I ran this test today to see if Sonarqube could detect SQL Injection.
I constructed a simple form with an input field, where the code reads this field creates a dynamic SQL Statement from this input and runs it against the database.
This should have triggered a OWASP Top 10 SQL Injection error:
Formatting SQL queries is security-sensitive
The documentation says that this method signature is tested:
[quote]The following specific method signatures are tested:
using System.Data.SqlClient;
public partial class WebForm1 : System.Web.UI.Page {
protected void Page_Load(object sender, EventArgs e) {
var name = Request["Name"].ToString();
var sqlCommand = "Select * from Users where Name = '" + name + "'";
using (SqlConnection connection = new SqlConnection(DBConnection.ConnectionString)) {
SqlCommand command = new SqlCommand(sqlCommand, connection);
command.ExecuteNonQuery();
command.Dispose();
}
}
}
This was not caught by the Scanner.
Running:
SonarQube 8.0
SonarScanner for MSBuild 4.7.1.231
Visual Studio 2019 (C#)
There are 16 items listed there Including “Formatting SQL queries is security-sensitive”

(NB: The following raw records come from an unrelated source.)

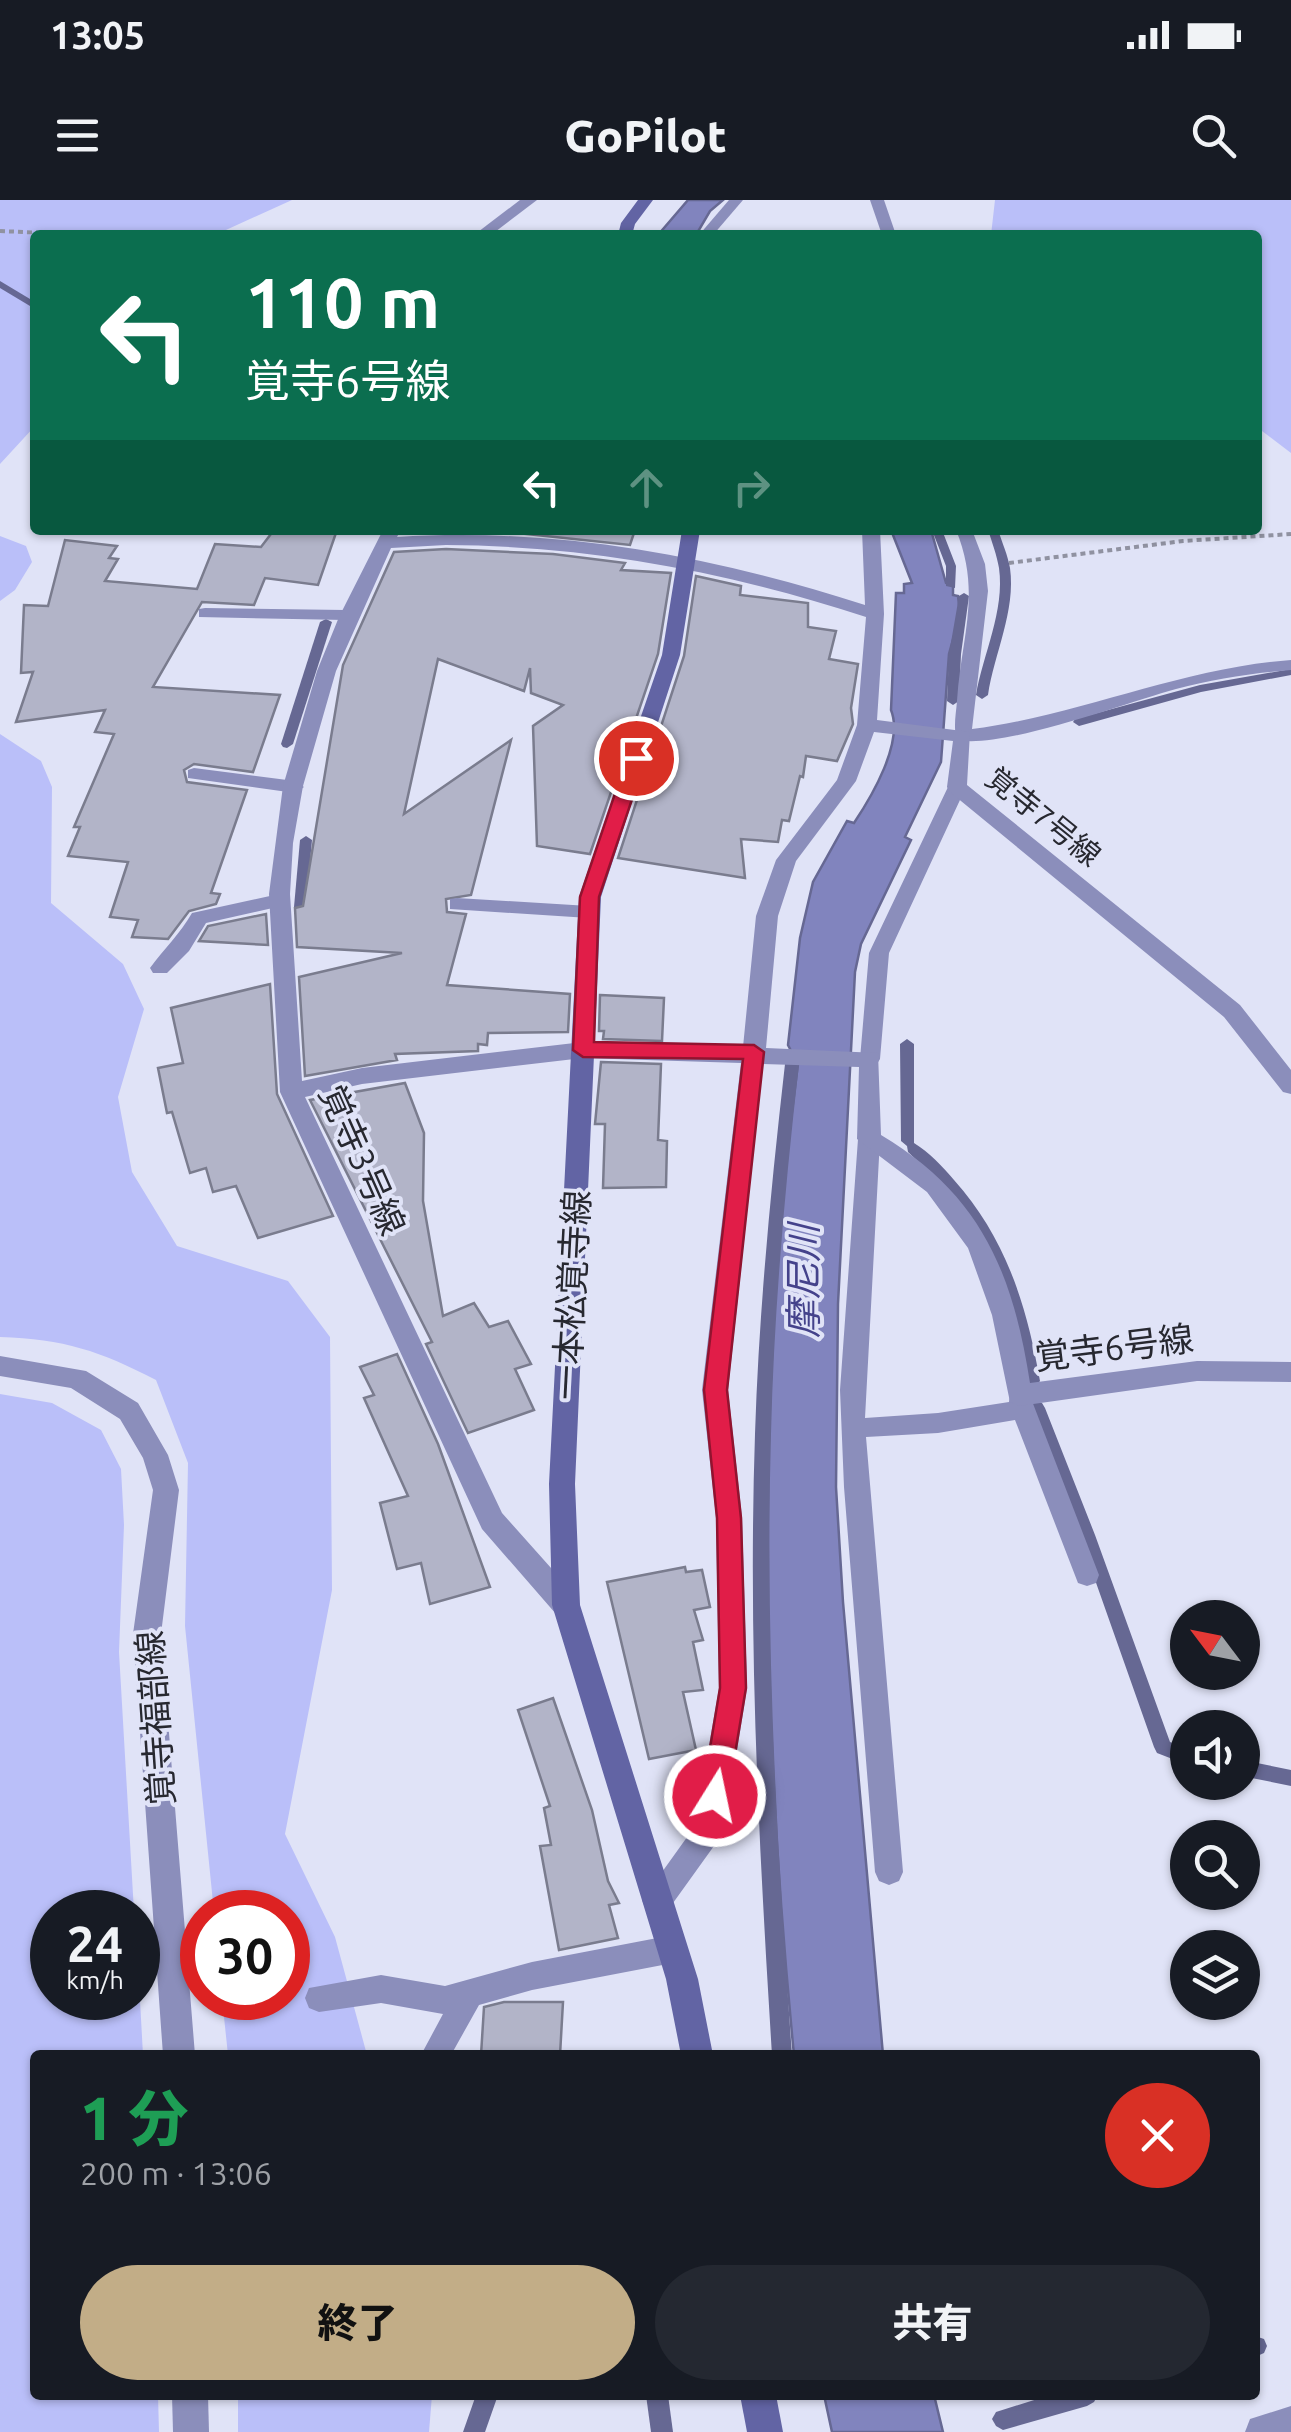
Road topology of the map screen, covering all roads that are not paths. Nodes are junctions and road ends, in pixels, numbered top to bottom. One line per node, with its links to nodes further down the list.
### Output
1 (530, 200): 5 (street)
2 (646, 200): 6 (main road)
3 (736, 200): 7 (lane)
4 (877, 200): 8 (street)
5 (487, 230)
6 (626, 230)
7 (710, 230)
8 (888, 230)
9 (691, 535): 13 (main road, 一本松覚寺線)
10 (872, 535): 15 (street)
11 (966, 535): 19 (lane)
12 (388, 537): 13 (street); 16 (street, 覚寺3号線)
13 (686, 562): 15 (street); 25 (main road, 一本松覚寺線)
14 (205, 613): 16 (lane)
15 (874, 614): 18 (street)
16 (345, 615): 21 (street, 覚寺3号線)
17 (1291, 665): 19 (lane)
18 (877, 726): 19 (street); 28 (street)
19 (957, 735): 22 (street, 覚寺7号線)
20 (194, 774): 21 (lane)
21 (294, 787): 23 (street, 覚寺3号線)
22 (957, 787): 29 (lane); 30 (street, 覚寺7号線)
23 (279, 900): 26 (lane); 31 (street, 覚寺3号線)
24 (457, 904): 25 (lane)
25 (589, 912): 27 (main road, 一本松覚寺線)
26 (160, 968)
27 (583, 1050): 28 (street); 31 (street); 38 (main road, 一本松覚寺線)
28 (764, 1053): 29 (street); 40 (street)
29 (864, 1059): 32 (street)
30 (1291, 1086)
31 (291, 1092): 38 (street, 覚寺3号線)
32 (869, 1138): 35 (street, 覚寺6号線); 36 (lane)
33 (0, 1366): 44 (street, 覚寺福部線)
34 (1291, 1372): 35 (street, 覚寺6号線)
35 (1020, 1402): 36 (lane); 37 (lane)
36 (854, 1428): 39 (lane)
37 (1087, 1574)
38 (566, 1604): 40 (main road, 一本松覚寺線)
39 (889, 1872)
40 (657, 1900): 41 (main road, 一本松覚寺線)
41 (673, 1950): 42 (lane); 46 (main road, 一本松覚寺線)
42 (470, 1994): 43 (lane); 45 (lane)
43 (319, 1998)
44 (179, 2050)
45 (438, 2050)
46 (696, 2050)
47 (190, 2400): 50 (street)
48 (759, 2400): 51 (main road)
49 (1291, 2424): 52 (street)
50 (192, 2432)
51 (765, 2432)
52 (1263, 2432)

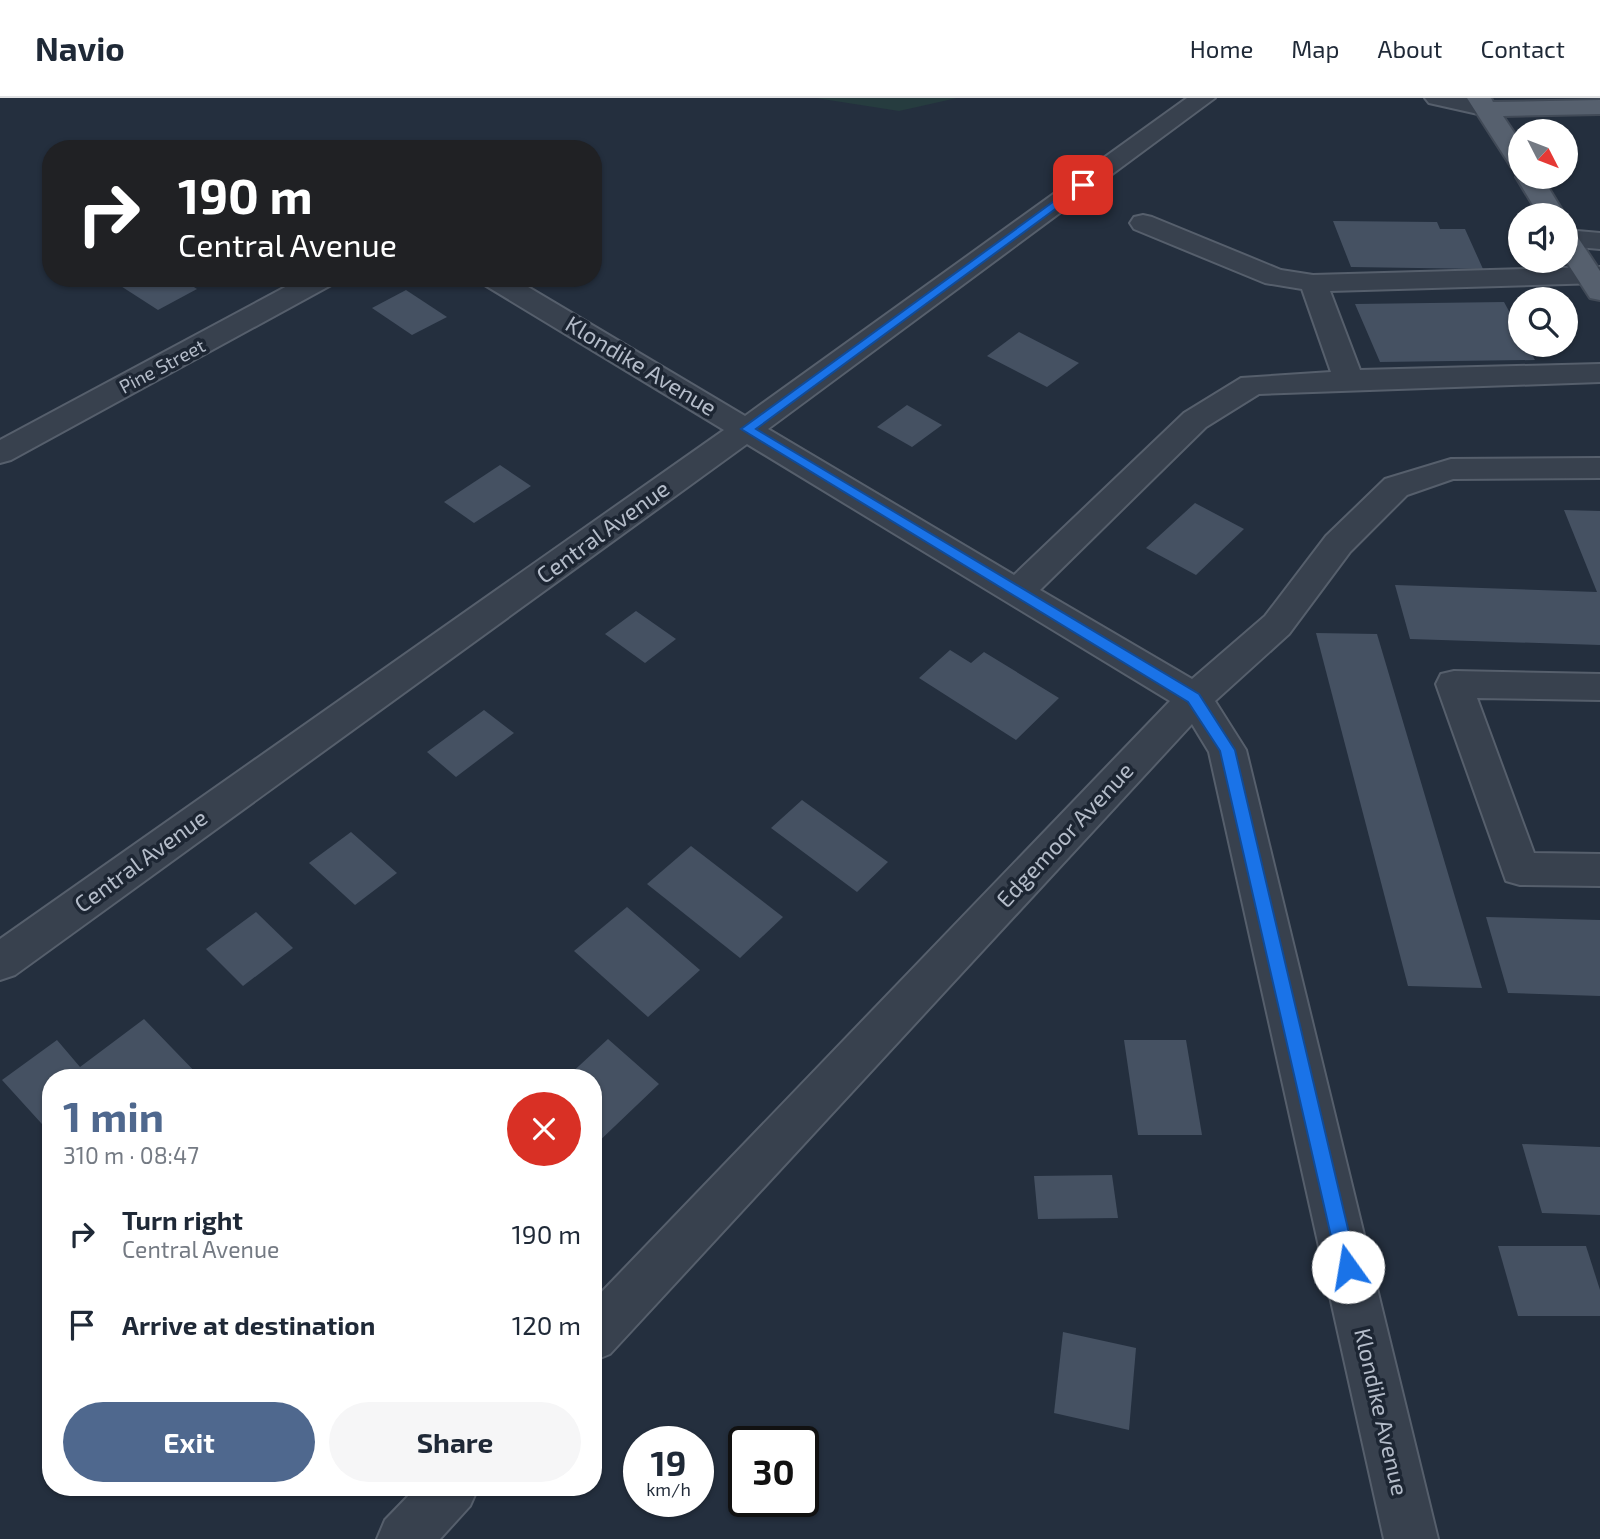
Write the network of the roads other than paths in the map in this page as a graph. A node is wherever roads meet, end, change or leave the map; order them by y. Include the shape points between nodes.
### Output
1 (1203, 98) edge
2 (1437, 98) edge
3 (1483, 103) edge
4 (1600, 107) edge
5 (1508, 142) edge
6 (1143, 223) dead end
7 (1578, 239) edge
8 (1600, 241) edge
9 (1578, 255) edge
10 (1596, 281) edge
11 (1314, 283) junction
12 (306, 287) edge
13 (508, 287) edge
14 (1600, 373) edge
15 (1349, 380) junction
16 (747, 429) junction
17 (0, 453) edge
18 (1600, 468) edge
19 (1017, 592) junction
20 (1600, 687) edge
21 (1194, 698) junction
22 (1600, 870) edge
23 (0, 962) edge
24 (602, 1327) edge
25 (444, 1496) edge
26 (404, 1539) edge
27 (1411, 1539) edge

1 - 16 street, Central Avenue
2 - 3 street
3 - 4 main road
3 - 5 main road
6 - 11 street via 1276,277
7 - 8 street
9 - 10 main road
10 - 11 street
11 - 15 street
12 - 17 street, Pine Street
13 - 16 street, Klondike Avenue
14 - 15 street
15 - 19 street via 1252,385 1195,419
16 - 19 street, Klondike Avenue
16 - 23 street, Central Avenue
18 - 21 street, Edgemoor Avenue via 1451,469 1396,486 1338,544 1277,625
19 - 21 street, Klondike Avenue
20 - 22 street via 1454,684 1520,869
21 - 24 street, Edgemoor Avenue
21 - 27 street, Klondike Avenue via 1227,750
25 - 26 street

However there is nothing in the description to indicated that this is only valid in Developer Edition or that this is not available in Community Edition. How many other features listed do not actually work in Community ?
are you using one of the method signatures that’s tested? (Again, I’m not sure you are.)
Now for those last two questions, it would be entirely fair of you to say that if the way you did it didn’t raise an issue, it’s a False Negative. And those we know how to fix…
Yes I believe the rule is in the Quality Profile, It is part of the C# Default profile. It is a built In rule and cannot be deactivated. It is one of the 16 Security Hotspots flagged as critical. All 16 are active.
I was not using String.Concat() but rather the default string concatenation operator “+”.
I was using one of the method signatures listed System.Data.SqlClient.SqlCommand.SqlCommand(string, ...)
I just changed the code to use String.Concat(), but it still did not pick it up.
hi @AndrewC75. We’ll investigate this False Negative with this ticket #2800 - thanks!
Just a minor correction - S2077 is a security hotspot and will not detect injection vulnerabilities, but rather sensitive places in the code which may or may not be vulnerable.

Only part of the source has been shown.